Chubb y Accenture presentan un informe que incluye una encuesta global que identifica cuatro tendencias entre las pequeñas y medianas empresas en lo que respecta a su transformación digital:

  • Dominar las comunicaciones eminentemente digitales. Alrededor de la mitad de los encuestados se centran en priorizar productos y servicios personalizados que satisfacen las necesidades de varias generaciones (46%). Además, el 45 % de las empresas se centra en la entrega de productos y servicios a demanda.
  • Aprovechar el poder de los datos. Adoptar la tecnología en la nube es la máxima prioridad para las empresas hoy en día. De cara al futuro, el 75% afirma que invertir en IA es su principal prioridad a tres años vista. El 53 % de las empresas dice que la implementación de la IA en objetos es su mayor reto tecnológico.
  • Apoyar a los empleados. Las empresas están priorizando el desarrollo de nuevas capacidades y habilidades tecnológicas entre los empleados, en un plazo de 12 a 36 meses. El 84% de las empresas afirma que su rendimiento se ve o puede verse afectado de forma significativa por una necesidad de personal con nuevas capacidades y habilidades tecnológicas.
  • Ser un actor principal en el mercado global. Las organizaciones buscan oportunidades de colaboración con grandes operadores comerciales y plataformas sociales a corto y largo plazo. El 44 % afirma que su reto es colaborar con los grandes actores de plataformas comerciales y sociales.

El equilibrio entre recompensa y riesgo

A medida que las pequeñas y medianas empresas aumentan sus inversiones en el ámbito digital y preparan aún más a su personal, sus operaciones y modelos de negocio de cara al futuro, también pueden ser vulnerables a riesgos de los que quizá aún no sean conscientes. Comprender y mitigar eficazmente estos riesgos puede ser una forma de aprovechar plenamente estas nuevas oportunidades de resiliencia y crecimiento.

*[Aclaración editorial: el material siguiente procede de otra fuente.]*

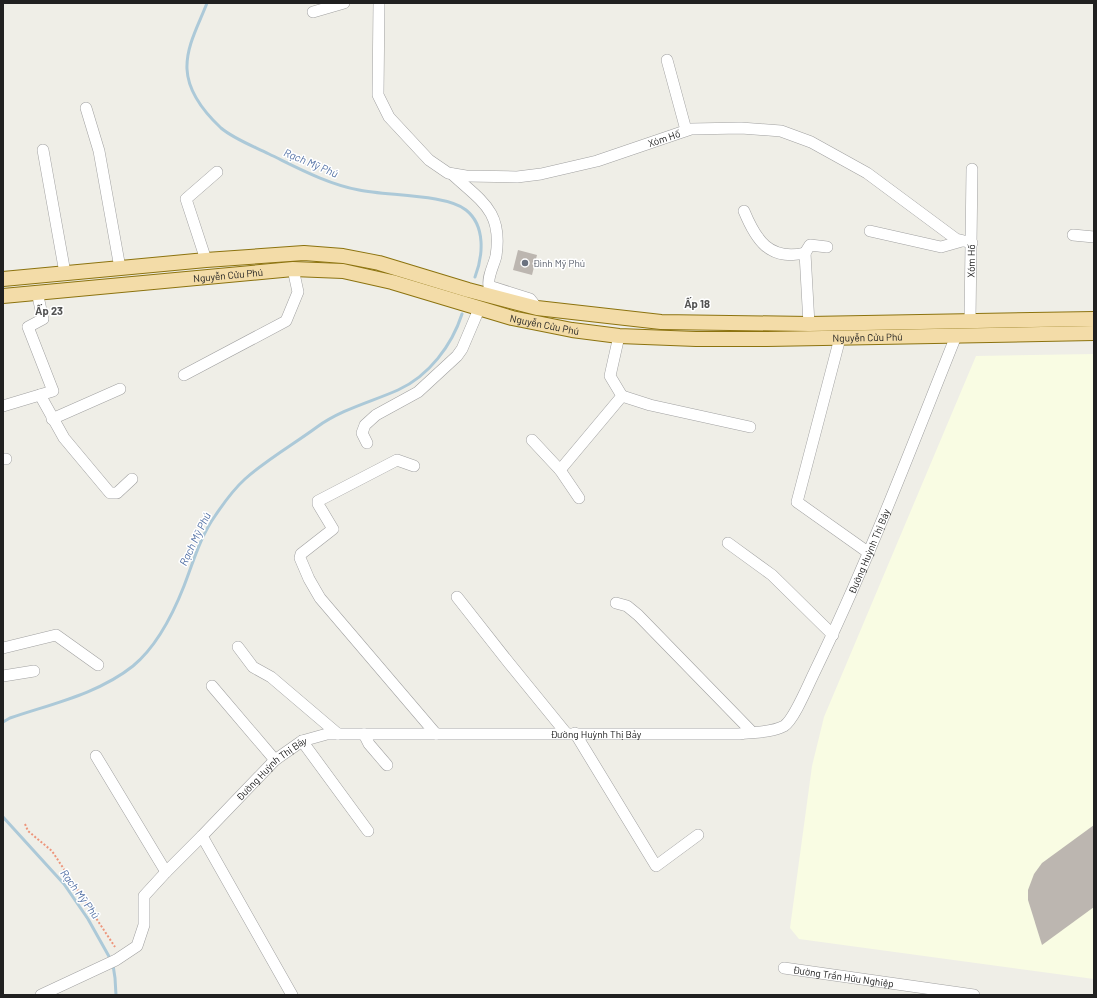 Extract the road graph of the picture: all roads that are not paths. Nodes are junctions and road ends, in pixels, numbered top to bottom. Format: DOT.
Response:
graph roads {
  1 [pos="344,3"];
  2 [pos="379,3"];
  3 [pos="313,12"];
  4 [pos="667,60"];
  5 [pos="86,108"];
  6 [pos="686,130"];
  7 [pos="43,150"];
  8 [pos="972,169"];
  9 [pos="217,172"];
  10 [pos="452,174"];
  11 [pos="744,211"];
  12 [pos="870,230"];
  13 [pos="1073,235"];
  14 [pos="1094,237"];
  15 [pos="967,242"];
  16 [pos="827,247"];
  17 [pos="805,253"];
  18 [pos="206,260"];
  19 [pos="120,268"];
  20 [pos="293,269"];
  21 [pos="66,273"];
  22 [pos="3,279"];
  23 [pos="37,292"];
  24 [pos="3,296"];
  25 [pos="537,308"];
  26 [pos="479,309"];
  27 [pos="1094,319"];
  28 [pos="970,320"];
  29 [pos="809,324"];
  30 [pos="1094,333"];
  31 [pos="619,336"];
  32 [pos="956,336"];
  33 [pos="840,338"];
  34 [pos="184,374"];
  35 [pos="120,388"];
  36 [pos="40,395"];
  37 [pos="622,396"];
  38 [pos="3,406"];
  39 [pos="52,419"];
  40 [pos="750,427"];
  41 [pos="532,440"];
  42 [pos="367,443"];
  43 [pos="414,466"];
  44 [pos="560,470"];
  45 [pos="132,479"];
  46 [pos="578,498"];
  47 [pos="728,543"];
  48 [pos="869,553"];
  49 [pos="457,597"];
  50 [pos="616,603"];
  51 [pos="833,635"];
  52 [pos="238,647"];
  53 [pos="3,648"];
  54 [pos="98,665"];
  55 [pos="34,671"];
  56 [pos="3,676"];
  57 [pos="212,686"];
  58 [pos="752,732"];
  59 [pos="571,733"];
  60 [pos="338,734"];
  61 [pos="364,734"];
  62 [pos="436,734"];
  63 [pos="302,741"];
  64 [pos="96,756"];
  65 [pos="275,760"];
  66 [pos="387,765"];
  67 [pos="368,831"];
  68 [pos="698,835"];
  69 [pos="202,836"];
  70 [pos="166,872"];
  71 [pos="784,968"];
  72 [pos="932,992"];
  73 [pos="953,994"];
  74 [pos="41,995"];
  75 [pos="292,995"];
  76 [pos="974,995"];
  1 -- 3 [label="street"];
  2 -- 10 [label="street, Xóm Hố"];
  4 -- 6 [label="street"];
  5 -- 19 [label="street"];
  6 -- 10 [label="street, Xóm Hố"];
  6 -- 15 [label="street, Xóm Hố"];
  7 -- 21 [label="street"];
  8 -- 15 [label="street"];
  9 -- 18 [label="street"];
  10 -- 25 [label="street"];
  11 -- 17 [label="street"];
  12 -- 15 [label="street"];
  13 -- 14 [label="street"];
  15 -- 28 [label="street, Xóm Hố"];
  16 -- 17 [label="street"];
  17 -- 29 [label="street"];
  18 -- 19 [label="main road, Nguyễn Cửu Phú"];
  18 -- 25 [label="main road, Nguyễn Cửu Phú"];
  19 -- 21 [label="main road, Nguyễn Cửu Phú"];
  20 -- 23 [label="main road, Nguyễn Cửu Phú"];
  20 -- 26 [label="main road, Nguyễn Cửu Phú"];
  20 -- 34 [label="street"];
  21 -- 22 [label="main road, Nguyễn Cửu Phú"];
  23 -- 24 [label="main road, Nguyễn Cửu Phú"];
  23 -- 36 [label="street"];
  25 -- 29 [label="main road, Nguyễn Cửu Phú"];
  26 -- 31 [label="main road, Nguyễn Cửu Phú"];
  26 -- 42 [label="street"];
  27 -- 28 [label="main road, Nguyễn Cửu Phú"];
  28 -- 29 [label="main road, Nguyễn Cửu Phú"];
  28 -- 32 [label="main road"];
  30 -- 32 [label="main road, Nguyễn Cửu Phú"];
  31 -- 33 [label="main road, Nguyễn Cửu Phú"];
  31 -- 37 [label="street"];
  32 -- 33 [label="main road, Nguyễn Cửu Phú"];
  32 -- 48 [label="street, Đường Huỳnh Thị Bảy"];
  33 -- 48 [label="street"];
  35 -- 39 [label="street"];
  36 -- 38 [label="street"];
  36 -- 39 [label="street"];
  37 -- 40 [label="street"];
  37 -- 44 [label="street"];
  39 -- 45 [label="street"];
  41 -- 44 [label="street"];
  43 -- 62 [label="street"];
  44 -- 46 [label="street"];
  47 -- 51 [label="street"];
  48 -- 51 [label="street, Đường Huỳnh Thị Bảy"];
  49 -- 59 [label="street"];
  50 -- 58 [label="street"];
  51 -- 58 [label="street, Đường Huỳnh Thị Bảy"];
  52 -- 60 [label="street"];
  53 -- 54 [label="street"];
  55 -- 56 [label="street"];
  57 -- 65 [label="street"];
  58 -- 59 [label="street, Đường Huỳnh Thị Bảy"];
  59 -- 62 [label="street, Đường Huỳnh Thị Bảy"];
  59 -- 68 [label="street"];
  60 -- 61 [label="street, Đường Huỳnh Thị Bảy"];
  60 -- 63 [label="street, Đường Huỳnh Thị Bảy"];
  61 -- 62 [label="street, Đường Huỳnh Thị Bảy"];
  61 -- 66 [label="street"];
  63 -- 65 [label="street, Đường Huỳnh Thị Bảy"];
  63 -- 67 [label="street"];
  64 -- 70 [label="street"];
  65 -- 69 [label="street, Đường Huỳnh Thị Bảy"];
  69 -- 70 [label="street, Đường Huỳnh Thị Bảy"];
  69 -- 75 [label="street"];
  70 -- 74 [label="street, Đường Huỳnh Thị Bảy"];
  71 -- 72 [label="street, Đường Trần Hữu Nghiệp"];
  72 -- 73 [label="street, Đường Trần Hữu Nghiệp"];
  73 -- 76 [label="street, Đường Trần Hữu Nghiệp"];
}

“Las pequeñas y medianas empresas ya estaban alcanzando a sus homólogas de mayor tamaño en lo que respecta a la transformación digital. La COVID-19 no ha hecho más que acelerar esa transición. A medida que crecen las capacidades digitales de las empresas, también lo hacen sus exposiciones al riesgo, desde las elevadas vulnerabilidades de ciberseguridad hasta la necesidad de una cobertura de responsabilidad civil. Entender el equilibrio entre recompensa y riesgo es esencial para las empresas si quieren aprovechar las oportunidades que se les planteen”, afirma Íñigo de Górgolas, Middle Market & Small Commercial Segment Leader, Spain & Portugal de Chubb.